Barhopping for “Baru-Gai”
Guideto JapanTravel Food and Drink
Hakodate native Fukaya Kōji left his assistant’s job at Tokyo University of Science to chase his dream of being a chef. He set off for Europe with a one-way ticket on the Trans-Siberian Railway, sleeping rough and hitchhiking, while job-hunting in France and Italy.
His journey took him as far as northern Spain’s Basque Country, to San Sebastian, a port-town with renowned culinary culture. There, he trained at Gurutze-Berri, the restaurant of acclaimed Spanish chef Luis Irizar.
Three years later, Fukaya returned to his hometown and opened Restaurante Vascu, specializing in traditional Basque cooking.
In 2005, he opened Spanish-style bar La Concha in the ground floor of his family home, a 90-year-old former-rice shop. The house is typical of Hakodate, blending Japanese and Western architectural traits.
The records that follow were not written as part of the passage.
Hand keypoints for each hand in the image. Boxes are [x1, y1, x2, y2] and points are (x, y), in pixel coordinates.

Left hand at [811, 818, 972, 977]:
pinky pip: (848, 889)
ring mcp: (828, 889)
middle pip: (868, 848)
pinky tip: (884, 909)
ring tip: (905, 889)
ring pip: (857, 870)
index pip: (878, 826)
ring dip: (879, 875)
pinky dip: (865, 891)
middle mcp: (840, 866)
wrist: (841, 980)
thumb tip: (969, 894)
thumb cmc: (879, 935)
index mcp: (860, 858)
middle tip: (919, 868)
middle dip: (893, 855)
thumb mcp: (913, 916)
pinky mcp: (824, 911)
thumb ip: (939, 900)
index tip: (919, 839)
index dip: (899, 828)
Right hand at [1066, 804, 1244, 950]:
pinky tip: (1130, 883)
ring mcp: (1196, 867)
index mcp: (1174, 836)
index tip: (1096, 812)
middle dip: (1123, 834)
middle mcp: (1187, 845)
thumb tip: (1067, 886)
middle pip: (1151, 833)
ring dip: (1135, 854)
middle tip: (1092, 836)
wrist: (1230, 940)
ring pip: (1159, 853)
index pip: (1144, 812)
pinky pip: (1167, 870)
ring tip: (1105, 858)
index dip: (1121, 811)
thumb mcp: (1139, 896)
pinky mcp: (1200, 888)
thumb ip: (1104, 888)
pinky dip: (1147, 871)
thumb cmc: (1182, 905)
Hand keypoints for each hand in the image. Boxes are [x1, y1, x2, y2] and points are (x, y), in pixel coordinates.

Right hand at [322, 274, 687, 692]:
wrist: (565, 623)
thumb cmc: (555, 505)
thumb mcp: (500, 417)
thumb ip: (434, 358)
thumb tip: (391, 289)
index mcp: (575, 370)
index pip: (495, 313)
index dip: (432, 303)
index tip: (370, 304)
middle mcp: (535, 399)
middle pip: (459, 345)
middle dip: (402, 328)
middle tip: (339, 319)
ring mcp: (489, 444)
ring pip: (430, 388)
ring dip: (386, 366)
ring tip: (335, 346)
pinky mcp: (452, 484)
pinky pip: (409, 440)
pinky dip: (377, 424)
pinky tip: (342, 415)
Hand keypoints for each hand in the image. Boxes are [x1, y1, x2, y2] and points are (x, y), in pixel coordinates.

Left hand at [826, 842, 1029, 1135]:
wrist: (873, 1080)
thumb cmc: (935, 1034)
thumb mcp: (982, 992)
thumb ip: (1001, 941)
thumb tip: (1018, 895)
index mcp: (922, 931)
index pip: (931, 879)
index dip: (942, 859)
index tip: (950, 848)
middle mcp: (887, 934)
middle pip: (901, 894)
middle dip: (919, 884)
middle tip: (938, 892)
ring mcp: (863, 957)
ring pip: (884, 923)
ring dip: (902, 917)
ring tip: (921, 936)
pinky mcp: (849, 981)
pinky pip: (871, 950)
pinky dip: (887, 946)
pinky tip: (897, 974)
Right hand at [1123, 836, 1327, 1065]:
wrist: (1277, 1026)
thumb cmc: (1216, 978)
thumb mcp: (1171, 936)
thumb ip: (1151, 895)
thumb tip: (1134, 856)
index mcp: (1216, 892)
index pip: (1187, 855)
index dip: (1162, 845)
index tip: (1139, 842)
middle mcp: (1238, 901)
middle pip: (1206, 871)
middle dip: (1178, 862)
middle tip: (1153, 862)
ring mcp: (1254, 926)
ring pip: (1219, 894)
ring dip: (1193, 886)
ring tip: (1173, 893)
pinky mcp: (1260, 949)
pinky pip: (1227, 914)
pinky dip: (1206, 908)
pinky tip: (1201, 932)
Standing at the counter reminds me of the bar I frequented morning, noon, and night while in Madrid. Sipping sherry, grazing on pickled Hakodate Bay sardines and homemade ham that whips Spanish jamon, a joie de vivre wells within.
Bar-Gai, which translates to “Bar Town,” is a one-night spring and autumn bar-hop that transforms Hakodate’s heritage cafes and restaurants into bars, with map supplied.
After traipsing the historic streets, it is a treat to savor fresh seafood in swank bite-sized pinchos. Bar-Gai draws devotees from across Japan, breathing zest into the old town below Mount Hakodate.
In 2019, Hakodate’s thirty-second Bar-Gai spanned 80 venues. Now, Fukaya’s idea has spread across Japan.
Getting there: 4 minutes on foot from Jūjigai station on the Hakodate City Tram.